## TASK INSTRUCTIONS
All lines in the material below that contain "roads" should be located and copied.

+ + + +

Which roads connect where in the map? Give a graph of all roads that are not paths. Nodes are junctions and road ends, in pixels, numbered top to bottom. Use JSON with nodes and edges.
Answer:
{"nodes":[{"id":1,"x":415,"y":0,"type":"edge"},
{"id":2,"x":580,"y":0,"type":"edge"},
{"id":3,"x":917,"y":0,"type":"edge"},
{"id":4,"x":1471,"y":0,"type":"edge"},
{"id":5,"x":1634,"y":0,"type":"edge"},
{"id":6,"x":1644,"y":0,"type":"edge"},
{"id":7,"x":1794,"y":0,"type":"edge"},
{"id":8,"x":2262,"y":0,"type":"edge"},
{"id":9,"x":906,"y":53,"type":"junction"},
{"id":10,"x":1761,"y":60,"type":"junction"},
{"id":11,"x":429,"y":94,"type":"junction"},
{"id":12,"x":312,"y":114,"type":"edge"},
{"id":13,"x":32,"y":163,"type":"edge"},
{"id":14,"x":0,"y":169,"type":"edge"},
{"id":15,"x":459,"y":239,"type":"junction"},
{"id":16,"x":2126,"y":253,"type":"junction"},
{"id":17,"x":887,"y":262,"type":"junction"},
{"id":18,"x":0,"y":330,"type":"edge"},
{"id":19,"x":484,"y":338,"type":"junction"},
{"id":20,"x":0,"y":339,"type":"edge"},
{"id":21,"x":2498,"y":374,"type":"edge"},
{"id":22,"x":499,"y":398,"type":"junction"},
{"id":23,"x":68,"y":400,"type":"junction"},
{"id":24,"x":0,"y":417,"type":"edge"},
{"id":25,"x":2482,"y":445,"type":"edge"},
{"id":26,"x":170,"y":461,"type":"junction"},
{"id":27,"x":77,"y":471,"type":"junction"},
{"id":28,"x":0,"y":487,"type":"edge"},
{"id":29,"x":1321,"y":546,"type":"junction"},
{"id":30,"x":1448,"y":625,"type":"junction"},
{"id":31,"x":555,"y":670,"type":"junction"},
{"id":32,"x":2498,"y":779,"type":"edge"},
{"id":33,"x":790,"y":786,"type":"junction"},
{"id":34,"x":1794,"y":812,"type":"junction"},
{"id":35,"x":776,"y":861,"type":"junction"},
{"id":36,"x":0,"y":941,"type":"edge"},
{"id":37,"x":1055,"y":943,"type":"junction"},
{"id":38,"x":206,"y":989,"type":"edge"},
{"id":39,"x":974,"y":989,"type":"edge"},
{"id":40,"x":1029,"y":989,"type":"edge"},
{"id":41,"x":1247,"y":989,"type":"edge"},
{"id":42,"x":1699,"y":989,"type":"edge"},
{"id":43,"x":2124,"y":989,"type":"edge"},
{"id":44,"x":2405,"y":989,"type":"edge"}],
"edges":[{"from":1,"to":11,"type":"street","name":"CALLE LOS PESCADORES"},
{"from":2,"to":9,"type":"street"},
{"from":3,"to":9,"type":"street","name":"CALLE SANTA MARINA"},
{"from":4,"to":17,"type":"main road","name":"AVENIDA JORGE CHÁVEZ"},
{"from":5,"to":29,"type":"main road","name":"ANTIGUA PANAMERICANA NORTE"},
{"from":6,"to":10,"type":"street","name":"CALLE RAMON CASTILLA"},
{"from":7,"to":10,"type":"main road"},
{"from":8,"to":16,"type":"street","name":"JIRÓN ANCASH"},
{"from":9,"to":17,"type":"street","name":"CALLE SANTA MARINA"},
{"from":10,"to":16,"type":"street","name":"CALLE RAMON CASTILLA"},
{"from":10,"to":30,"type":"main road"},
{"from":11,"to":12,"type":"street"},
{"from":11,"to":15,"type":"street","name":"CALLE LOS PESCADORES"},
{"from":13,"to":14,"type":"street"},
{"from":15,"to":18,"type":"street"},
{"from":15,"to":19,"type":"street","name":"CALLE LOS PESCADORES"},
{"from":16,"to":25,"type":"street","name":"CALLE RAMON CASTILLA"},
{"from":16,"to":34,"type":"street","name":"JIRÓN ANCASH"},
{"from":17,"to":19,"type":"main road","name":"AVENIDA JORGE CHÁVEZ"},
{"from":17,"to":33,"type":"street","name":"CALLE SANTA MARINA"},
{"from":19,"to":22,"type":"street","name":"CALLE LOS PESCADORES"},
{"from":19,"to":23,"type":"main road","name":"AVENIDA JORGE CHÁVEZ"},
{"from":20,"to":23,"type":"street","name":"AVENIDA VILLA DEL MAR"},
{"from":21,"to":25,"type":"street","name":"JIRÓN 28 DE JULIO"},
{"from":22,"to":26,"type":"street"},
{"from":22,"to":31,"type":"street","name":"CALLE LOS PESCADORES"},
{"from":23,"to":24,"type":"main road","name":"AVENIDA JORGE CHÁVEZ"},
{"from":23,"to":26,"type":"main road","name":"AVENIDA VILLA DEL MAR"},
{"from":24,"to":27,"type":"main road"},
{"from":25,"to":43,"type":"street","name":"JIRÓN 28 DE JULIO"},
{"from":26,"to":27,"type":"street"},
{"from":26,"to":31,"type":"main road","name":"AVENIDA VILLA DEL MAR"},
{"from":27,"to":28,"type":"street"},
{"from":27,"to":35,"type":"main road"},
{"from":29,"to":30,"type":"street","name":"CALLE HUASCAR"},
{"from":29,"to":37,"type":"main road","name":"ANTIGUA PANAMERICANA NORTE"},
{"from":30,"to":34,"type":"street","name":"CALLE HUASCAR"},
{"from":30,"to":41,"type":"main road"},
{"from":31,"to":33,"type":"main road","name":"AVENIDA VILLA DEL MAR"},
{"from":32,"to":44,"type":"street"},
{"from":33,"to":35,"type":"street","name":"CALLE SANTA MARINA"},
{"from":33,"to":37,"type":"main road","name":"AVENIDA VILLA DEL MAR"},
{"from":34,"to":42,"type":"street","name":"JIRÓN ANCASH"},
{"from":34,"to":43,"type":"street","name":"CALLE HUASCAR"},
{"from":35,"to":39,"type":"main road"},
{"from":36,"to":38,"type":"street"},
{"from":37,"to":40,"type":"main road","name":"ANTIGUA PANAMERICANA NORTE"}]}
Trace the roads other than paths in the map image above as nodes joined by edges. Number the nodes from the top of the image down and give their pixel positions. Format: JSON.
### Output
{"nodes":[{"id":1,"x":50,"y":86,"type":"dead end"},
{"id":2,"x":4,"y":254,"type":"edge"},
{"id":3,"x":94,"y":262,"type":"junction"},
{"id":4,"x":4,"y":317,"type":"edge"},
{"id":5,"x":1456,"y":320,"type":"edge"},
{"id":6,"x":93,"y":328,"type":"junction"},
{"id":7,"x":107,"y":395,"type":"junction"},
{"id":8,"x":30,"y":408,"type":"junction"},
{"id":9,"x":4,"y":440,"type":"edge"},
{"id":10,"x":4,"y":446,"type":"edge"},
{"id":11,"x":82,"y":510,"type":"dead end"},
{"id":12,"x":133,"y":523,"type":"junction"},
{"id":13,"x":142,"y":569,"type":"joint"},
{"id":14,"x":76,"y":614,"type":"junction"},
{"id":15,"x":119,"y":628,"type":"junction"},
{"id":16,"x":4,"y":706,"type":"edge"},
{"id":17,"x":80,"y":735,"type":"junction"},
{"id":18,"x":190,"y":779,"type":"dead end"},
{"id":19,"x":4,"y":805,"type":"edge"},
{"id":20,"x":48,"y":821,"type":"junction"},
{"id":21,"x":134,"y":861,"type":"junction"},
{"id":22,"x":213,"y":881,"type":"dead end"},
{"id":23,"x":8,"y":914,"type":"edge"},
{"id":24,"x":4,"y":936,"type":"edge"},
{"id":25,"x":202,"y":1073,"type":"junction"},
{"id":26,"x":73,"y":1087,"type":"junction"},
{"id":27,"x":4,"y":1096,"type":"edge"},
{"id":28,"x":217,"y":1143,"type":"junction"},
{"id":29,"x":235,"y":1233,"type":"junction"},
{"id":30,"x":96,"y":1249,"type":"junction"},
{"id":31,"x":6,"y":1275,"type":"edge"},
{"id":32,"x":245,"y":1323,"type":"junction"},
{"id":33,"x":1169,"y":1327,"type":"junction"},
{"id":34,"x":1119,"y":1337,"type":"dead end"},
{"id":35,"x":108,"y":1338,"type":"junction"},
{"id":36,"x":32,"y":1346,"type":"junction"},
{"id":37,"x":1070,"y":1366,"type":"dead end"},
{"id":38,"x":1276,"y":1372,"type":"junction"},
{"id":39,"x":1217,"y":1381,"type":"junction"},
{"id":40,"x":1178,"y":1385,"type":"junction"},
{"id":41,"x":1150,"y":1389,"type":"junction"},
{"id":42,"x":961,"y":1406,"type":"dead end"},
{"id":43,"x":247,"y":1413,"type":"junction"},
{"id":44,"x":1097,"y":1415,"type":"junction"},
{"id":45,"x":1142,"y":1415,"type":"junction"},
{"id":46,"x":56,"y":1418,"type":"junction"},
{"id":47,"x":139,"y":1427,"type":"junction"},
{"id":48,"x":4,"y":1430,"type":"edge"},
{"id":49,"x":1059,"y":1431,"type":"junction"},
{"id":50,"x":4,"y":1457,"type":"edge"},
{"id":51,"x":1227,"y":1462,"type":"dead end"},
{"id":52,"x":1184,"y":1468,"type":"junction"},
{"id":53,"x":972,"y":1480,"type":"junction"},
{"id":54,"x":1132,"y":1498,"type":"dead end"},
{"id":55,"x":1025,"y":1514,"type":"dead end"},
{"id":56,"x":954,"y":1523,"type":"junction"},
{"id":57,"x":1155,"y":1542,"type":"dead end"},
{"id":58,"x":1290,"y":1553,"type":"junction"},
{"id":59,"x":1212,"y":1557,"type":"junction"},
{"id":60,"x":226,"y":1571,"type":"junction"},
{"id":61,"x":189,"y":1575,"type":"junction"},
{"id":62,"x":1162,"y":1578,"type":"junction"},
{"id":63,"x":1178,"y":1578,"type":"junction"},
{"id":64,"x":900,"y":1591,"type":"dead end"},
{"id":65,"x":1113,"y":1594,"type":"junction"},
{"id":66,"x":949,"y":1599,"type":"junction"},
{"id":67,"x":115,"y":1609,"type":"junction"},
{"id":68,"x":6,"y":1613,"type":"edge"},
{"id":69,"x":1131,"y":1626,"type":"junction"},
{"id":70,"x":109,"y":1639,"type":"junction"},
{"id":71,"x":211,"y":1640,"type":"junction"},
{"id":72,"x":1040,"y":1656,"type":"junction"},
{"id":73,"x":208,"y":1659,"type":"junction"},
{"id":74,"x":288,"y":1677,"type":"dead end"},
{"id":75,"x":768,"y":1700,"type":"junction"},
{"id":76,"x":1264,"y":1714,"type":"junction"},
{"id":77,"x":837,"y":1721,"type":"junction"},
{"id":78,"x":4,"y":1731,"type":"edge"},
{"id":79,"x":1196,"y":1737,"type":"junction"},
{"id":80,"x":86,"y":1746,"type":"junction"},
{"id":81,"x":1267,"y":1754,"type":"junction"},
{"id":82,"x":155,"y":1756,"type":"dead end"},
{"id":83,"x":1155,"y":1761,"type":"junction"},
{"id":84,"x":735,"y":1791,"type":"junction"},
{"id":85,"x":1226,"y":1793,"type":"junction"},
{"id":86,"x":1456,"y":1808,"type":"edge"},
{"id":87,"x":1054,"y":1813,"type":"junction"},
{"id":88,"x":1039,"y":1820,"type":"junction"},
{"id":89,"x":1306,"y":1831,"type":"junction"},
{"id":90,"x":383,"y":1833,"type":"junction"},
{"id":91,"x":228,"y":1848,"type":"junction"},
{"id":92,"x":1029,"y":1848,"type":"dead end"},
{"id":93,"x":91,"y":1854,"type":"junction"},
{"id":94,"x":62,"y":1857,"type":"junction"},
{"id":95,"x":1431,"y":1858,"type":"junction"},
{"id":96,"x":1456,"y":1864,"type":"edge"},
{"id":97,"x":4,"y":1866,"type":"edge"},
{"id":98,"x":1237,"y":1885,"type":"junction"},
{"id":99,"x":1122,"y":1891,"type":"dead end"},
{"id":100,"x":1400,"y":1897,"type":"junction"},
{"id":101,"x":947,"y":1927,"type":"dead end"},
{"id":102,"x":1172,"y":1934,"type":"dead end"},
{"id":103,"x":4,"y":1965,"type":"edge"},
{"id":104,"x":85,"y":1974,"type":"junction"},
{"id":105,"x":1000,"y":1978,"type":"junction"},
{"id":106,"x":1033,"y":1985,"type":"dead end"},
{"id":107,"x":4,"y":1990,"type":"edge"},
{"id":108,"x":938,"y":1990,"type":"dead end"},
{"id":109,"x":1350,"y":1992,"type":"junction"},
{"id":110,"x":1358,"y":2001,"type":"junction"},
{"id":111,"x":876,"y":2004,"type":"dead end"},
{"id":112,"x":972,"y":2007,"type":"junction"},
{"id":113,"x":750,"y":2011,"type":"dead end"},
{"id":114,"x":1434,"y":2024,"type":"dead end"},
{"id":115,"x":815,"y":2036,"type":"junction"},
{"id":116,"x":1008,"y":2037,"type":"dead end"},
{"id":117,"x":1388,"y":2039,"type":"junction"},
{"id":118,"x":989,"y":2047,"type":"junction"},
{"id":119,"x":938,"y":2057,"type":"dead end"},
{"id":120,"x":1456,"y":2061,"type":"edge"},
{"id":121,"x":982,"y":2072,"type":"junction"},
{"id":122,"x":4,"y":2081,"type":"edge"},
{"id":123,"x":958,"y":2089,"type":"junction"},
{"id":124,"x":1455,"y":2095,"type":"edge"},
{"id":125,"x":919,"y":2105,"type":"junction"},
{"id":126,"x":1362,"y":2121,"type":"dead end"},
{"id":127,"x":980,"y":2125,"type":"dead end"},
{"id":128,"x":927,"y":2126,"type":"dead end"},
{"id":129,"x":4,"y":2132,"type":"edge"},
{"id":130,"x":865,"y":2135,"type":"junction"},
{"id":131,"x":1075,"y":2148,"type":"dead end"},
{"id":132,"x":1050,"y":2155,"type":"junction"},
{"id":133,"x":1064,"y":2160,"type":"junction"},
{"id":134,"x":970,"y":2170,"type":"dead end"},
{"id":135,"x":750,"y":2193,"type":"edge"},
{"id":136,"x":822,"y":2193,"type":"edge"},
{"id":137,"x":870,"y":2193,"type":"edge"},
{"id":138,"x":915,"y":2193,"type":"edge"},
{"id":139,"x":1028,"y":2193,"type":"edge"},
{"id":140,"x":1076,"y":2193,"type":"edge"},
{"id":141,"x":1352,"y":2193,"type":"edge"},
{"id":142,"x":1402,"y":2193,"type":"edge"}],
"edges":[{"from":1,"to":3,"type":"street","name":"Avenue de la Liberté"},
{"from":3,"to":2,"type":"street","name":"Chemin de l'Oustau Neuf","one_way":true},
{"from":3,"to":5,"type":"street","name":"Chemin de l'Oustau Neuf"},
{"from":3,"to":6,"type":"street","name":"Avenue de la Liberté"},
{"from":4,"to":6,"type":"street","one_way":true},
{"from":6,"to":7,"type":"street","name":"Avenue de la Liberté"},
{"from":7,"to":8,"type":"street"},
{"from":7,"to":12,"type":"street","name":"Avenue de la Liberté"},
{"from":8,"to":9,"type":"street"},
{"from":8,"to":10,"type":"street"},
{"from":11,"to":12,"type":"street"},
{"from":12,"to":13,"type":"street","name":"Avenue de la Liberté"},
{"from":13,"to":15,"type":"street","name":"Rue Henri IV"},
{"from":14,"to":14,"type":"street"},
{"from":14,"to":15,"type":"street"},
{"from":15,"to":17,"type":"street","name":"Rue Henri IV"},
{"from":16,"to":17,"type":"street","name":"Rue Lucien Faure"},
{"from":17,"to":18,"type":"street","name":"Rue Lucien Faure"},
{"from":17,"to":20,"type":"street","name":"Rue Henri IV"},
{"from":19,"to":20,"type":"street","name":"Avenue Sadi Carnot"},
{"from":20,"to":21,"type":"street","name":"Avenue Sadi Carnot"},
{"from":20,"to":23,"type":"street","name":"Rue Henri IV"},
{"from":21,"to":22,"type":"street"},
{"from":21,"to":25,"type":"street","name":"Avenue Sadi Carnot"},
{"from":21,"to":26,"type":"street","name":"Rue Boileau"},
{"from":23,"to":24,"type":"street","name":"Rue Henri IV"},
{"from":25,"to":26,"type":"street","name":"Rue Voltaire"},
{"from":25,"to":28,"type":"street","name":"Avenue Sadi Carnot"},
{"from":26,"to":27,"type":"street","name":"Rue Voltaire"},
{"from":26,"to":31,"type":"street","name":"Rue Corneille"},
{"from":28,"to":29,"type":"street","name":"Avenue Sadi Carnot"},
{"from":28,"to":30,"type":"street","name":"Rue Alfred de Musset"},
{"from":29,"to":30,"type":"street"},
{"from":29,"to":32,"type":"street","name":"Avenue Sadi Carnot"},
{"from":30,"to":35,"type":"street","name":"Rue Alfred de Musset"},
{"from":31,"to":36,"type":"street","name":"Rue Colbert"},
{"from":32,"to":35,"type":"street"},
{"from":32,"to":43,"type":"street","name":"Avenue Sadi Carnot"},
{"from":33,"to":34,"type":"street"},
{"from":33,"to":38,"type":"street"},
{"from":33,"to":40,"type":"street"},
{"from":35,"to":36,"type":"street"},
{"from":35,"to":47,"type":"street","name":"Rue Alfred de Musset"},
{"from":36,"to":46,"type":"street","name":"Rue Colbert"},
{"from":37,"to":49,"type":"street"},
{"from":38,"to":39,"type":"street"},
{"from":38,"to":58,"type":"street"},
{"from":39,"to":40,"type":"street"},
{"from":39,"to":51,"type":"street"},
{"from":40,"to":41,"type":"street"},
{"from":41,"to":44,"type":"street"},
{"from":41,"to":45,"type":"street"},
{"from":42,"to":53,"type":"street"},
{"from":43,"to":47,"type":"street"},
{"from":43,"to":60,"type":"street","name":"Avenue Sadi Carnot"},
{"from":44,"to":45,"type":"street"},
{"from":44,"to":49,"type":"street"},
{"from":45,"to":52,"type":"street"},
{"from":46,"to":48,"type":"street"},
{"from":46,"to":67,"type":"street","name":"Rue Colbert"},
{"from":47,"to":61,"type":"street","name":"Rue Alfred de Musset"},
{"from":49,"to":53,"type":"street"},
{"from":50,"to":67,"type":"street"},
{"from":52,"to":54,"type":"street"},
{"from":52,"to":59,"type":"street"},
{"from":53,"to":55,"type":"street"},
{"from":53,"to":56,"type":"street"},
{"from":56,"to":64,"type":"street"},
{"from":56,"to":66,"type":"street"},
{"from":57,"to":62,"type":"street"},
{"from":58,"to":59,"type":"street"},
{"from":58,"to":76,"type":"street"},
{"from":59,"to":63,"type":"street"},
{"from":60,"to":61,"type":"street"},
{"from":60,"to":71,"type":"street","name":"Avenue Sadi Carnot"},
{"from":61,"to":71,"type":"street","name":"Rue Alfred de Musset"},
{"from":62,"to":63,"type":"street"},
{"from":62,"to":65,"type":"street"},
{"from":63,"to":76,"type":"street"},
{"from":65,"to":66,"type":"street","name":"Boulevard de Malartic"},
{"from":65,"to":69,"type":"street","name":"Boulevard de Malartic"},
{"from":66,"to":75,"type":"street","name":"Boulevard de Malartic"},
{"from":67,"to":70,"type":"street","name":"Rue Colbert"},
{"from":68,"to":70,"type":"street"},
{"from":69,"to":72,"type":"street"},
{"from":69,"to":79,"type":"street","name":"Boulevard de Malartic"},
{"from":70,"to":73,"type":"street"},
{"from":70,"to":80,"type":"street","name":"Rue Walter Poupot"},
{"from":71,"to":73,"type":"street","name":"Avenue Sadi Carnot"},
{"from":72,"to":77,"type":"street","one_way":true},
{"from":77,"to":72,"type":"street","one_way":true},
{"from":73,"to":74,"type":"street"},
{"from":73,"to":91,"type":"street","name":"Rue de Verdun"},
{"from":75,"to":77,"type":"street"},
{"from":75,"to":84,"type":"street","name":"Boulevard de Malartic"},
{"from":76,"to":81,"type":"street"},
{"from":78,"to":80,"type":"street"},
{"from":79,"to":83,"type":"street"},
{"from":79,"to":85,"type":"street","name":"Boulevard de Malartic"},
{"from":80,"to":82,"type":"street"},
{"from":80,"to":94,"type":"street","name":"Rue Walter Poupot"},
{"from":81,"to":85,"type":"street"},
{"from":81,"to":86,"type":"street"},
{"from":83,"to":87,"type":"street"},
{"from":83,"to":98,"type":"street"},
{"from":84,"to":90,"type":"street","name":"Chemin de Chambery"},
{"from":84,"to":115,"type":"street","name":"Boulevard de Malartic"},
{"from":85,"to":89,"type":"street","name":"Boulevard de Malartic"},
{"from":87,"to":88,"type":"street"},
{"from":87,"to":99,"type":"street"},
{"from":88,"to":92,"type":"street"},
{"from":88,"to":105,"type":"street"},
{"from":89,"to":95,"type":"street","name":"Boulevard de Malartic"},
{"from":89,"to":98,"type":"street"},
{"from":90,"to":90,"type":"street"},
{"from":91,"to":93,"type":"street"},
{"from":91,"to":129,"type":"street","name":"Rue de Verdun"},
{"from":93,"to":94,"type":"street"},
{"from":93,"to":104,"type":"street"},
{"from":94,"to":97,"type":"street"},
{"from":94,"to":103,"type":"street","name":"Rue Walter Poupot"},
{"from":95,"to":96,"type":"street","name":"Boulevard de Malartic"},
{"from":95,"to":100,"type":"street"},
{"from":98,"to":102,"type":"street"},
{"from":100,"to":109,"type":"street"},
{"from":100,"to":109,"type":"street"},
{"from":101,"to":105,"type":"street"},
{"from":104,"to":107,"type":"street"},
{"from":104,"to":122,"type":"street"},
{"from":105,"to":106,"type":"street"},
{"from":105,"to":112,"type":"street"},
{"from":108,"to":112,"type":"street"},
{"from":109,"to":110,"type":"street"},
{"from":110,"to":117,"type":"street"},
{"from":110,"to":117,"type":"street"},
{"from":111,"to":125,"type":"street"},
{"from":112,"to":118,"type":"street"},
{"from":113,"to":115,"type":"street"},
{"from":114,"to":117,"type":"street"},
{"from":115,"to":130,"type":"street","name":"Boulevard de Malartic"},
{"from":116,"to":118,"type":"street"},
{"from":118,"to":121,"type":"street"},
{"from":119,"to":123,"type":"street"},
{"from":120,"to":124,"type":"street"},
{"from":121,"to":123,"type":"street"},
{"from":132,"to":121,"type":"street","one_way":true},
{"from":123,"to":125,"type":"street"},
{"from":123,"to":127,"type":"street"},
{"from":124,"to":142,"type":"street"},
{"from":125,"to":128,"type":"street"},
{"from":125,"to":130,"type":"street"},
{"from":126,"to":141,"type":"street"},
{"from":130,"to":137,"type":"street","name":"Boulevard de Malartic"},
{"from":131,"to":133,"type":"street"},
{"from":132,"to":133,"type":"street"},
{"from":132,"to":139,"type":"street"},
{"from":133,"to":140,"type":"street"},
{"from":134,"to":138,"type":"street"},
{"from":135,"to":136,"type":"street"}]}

+ + + +

## RESPONSE FOR THIS EXERCISE
Which roads connect where in the map? Give a graph of all roads that are not paths. Nodes are junctions and road ends, in pixels, numbered top to bottom. Use JSON with nodes and edges.
Trace the roads other than paths in the map image above as nodes joined by edges. Number the nodes from the top of the image down and give their pixel positions. Format: JSON.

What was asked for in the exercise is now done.